第25話 和平交渉

「では調印式の日取りはいつにしましょうか?」

 アストが司会となり、和平交渉はうまくいっている。

「ああ。すぐにでも行おう」

「ですがメディアを巻き込む必要があります。交渉が成功した! だけでは国民に伝わりません」

「そうだな。今すぐにメディアへの呼びかけを」

 狼煙と伝書鳩を用意させる私たち。

「両軍の憤り、遺恨もあります。すぐにできるのでしょうか?」

 七瀬が鋭い質問をしてくる。

 確かに前戦で戦っていた者。その家族をおもんばかると軽くは言えないだろう。

「だが、それは亡くなっていた者たちの思いでもある。戦争を終わらせたいと。こんなことはもう嫌だと」

 レンが声を荒げると、周りにいた従者も浮かない顔をしている。

 知と武を持っても、感情は変えられない。

 人の心は癒やせない。

 それは分かっている。

 私だって何度も考えた。

「でもこれを新しい輝かしい未来のために変えていかねばなりません」

 できることなら戦争はもうしたくない。内戦もだ。

「こんな戦うだけの日常になんの意味があるというのです」

 私は声を高らかにする。

「でも、失礼」

 七瀬が立ち上がる。

「……わたしたちは自分たちの価値を認めさせたい。
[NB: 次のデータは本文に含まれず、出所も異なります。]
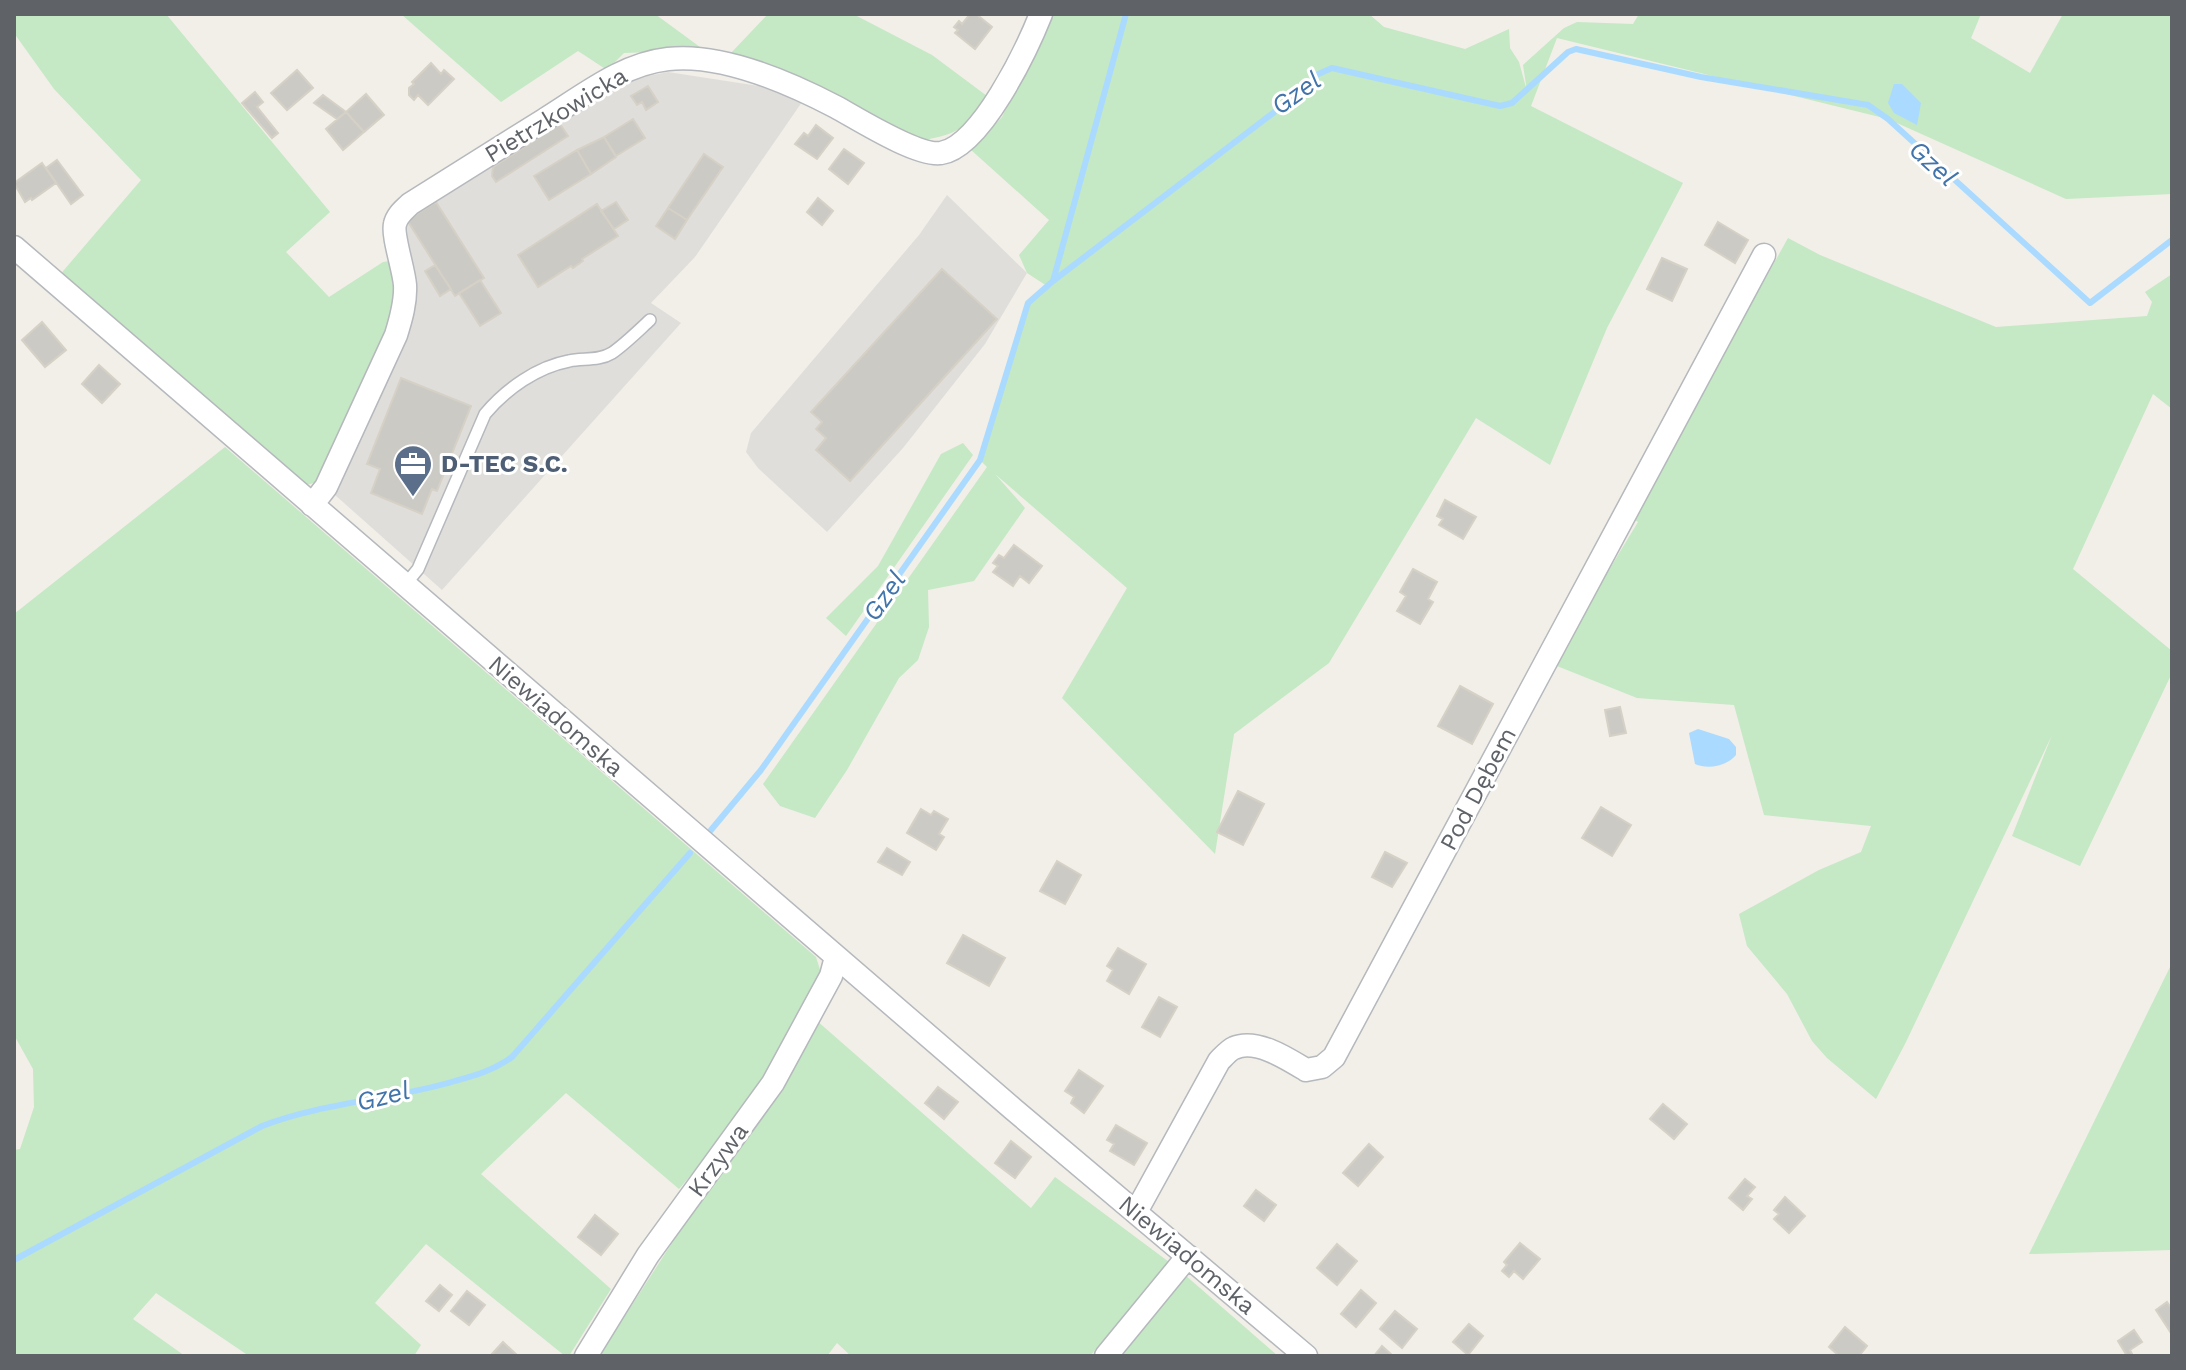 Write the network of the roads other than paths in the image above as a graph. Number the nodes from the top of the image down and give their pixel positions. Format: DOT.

知らぬ存ぜぬを決め込む今の宙は見るに堪えない。それで始めたのです。彼らは自分たちの存在を知って欲しいのです。それさえも許されないのなら……」

 七瀬は机に向けて拳を叩く。

 そうだ。

 戦争を行うにはそれなりの理由がある。

 排斥されてきたもの。

 迫害をされてきたもの。

 理不尽に追い詰められたもの。

 誰もが、誰かから劣等種とみられている。

 そんな不平不満が、爆発すれば、また争いが起きる。

「……分かった」

「アイ!?」

 レンが驚いたようにこちらを見る。

「今後、政府運営の参画に辺り、和族の優先を盛り込もう」

 七瀬がちっと舌打ちをし、顔を背ける。

 私、何か間違えたのかしら。

「それでいいですか?」

 アストがその後を続ける。

「では、次の調印式でお願いします」

「レン、それに藩の皆様。お食事をご用意します。ごゆるりとおくつろぎください」

 私は誠意をもって言い、頭を下げる。

「ありがとう」

 レンが先陣を切って言うと、周りの者たちも優しい声を上げる。

「私はお化粧直ししてくるので……」

 あとはアストに任せ、私はトイレに向かう。

 トイレから戻る途中。

「七瀬、さん……?」

 私を待っていたのはレンのメイドである七瀬だった。

 他の藩の人々はすでにパーティー会場に行っているみたいだ。

「どうしたのですか? 七瀬さん」

「あんた、ホント嫌い!」

 折りたたみ式のナイフを陽光に輝かせる。